I saw flashes of something—someone. A girl, standing where I stood now. But her face was blurred, her presence familiar.
Then, a voice. Not the shade's. A man's.
"You don't have to do this, Elara."
The vision snapped away, leaving behind a crushing silence.
I exhaled. The Codex was getting impatient.
Marek shot me a wary glance. "You saw something, didn't you?"
I nodded. "Memories. Hers."
Cairon stopped ahead of us. "She's leading you somewhere."
I swallowed hard. I knew he was right.
We turned another corner, and the corridor suddenly opened into a vast chamber.
It was nothing like the others.
No ruins. No broken statues or shattered relics.
Just ash.
A sea of it, stretching across the cavern floor. The air was thick with the scent of something long since burned away, the weight of a thousand untold stories pressing against my skin.
At the center of the chamber stood a pedestal.
And on that pedestal—
The Codex.
It wasn't a book. Not exactly. It was more like a slab of dark stone, polished like obsidian, golden script writhing across its surface like living ink.
I took a step forward, heart hammering.
Cairon's voice was sharp. "Elara. Wait."
But I couldn't.
I could hear it—feel it—whispering in the back of my mind.
It wasn't just a relic.
It was a question.
One I had been chasing since the moment I woke up in this stolen body.
Who am I?
My foot touched the ash.
The moment it did—everything changed.
---
The past.
Not like a vision.
Not like a dream.
This was real.
The ash beneath me was solid.
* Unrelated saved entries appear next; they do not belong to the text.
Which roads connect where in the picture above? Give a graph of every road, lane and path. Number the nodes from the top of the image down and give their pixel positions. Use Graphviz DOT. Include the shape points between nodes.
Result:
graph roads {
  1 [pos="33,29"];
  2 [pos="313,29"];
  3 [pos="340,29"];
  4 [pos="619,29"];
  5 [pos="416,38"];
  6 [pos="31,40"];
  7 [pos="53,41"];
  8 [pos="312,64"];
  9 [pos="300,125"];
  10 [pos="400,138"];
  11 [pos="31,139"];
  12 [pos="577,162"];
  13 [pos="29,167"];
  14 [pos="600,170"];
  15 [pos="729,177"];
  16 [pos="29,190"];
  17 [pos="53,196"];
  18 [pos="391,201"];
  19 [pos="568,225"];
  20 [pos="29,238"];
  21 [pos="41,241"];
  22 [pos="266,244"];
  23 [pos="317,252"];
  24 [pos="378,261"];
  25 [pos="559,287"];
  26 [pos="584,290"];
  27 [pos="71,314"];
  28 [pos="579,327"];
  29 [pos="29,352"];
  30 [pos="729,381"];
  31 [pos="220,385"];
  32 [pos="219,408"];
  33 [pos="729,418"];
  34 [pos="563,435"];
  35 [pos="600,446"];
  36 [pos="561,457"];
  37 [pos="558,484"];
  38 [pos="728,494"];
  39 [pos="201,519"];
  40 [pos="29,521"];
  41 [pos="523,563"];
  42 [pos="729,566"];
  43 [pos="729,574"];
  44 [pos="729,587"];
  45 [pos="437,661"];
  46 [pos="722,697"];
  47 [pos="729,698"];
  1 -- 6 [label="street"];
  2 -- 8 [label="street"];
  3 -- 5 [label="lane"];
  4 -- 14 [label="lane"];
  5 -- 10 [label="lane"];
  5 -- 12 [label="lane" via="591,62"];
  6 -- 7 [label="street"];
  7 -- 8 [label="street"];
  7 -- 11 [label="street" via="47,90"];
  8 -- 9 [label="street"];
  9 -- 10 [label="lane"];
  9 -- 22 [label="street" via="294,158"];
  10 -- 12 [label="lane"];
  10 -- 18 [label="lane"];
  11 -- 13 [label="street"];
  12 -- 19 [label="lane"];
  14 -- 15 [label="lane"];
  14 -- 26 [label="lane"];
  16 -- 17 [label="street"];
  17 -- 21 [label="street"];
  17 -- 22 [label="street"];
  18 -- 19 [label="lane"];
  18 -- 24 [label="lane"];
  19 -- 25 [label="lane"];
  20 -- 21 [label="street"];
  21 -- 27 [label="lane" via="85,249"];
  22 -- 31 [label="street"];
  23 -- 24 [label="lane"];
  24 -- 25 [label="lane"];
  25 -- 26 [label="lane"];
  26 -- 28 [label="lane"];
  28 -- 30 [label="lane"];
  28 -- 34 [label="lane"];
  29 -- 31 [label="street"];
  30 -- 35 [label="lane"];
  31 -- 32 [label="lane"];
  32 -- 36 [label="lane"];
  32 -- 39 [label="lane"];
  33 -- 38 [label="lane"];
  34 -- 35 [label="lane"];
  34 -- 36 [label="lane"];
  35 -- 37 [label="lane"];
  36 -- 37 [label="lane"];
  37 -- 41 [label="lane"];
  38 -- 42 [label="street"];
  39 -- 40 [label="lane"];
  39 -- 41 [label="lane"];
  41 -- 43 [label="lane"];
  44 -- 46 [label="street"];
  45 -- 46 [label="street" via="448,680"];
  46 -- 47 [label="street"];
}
The chamber whole. And the air—alive.
I turned. I wasn't alone.
A girl stood before the Codex. Not the shade. The real Elara.
She was younger. Her dark hair was longer, her violet eyes burning with something I didn't understand yet.
But she wasn't alone either.
There was a man beside her.
Tall. Golden-eyed. Dressed in the dark robes of a high mage.
My breath caught.
Cairon.
No.
Not Cairon.
But someone like him.
He was standing where Cairon stood now, watching her with the same guarded intensity. But his expression—
It wasn't anger. It wasn't even distrust.
It was grief.
"You don't have to do this, Elara."
She turned to him, and for the first time, I saw what lay beneath her determination.
Fear.
Regret.
Her fingers hovered over the Codex's surface. "If I don't, then someone else will."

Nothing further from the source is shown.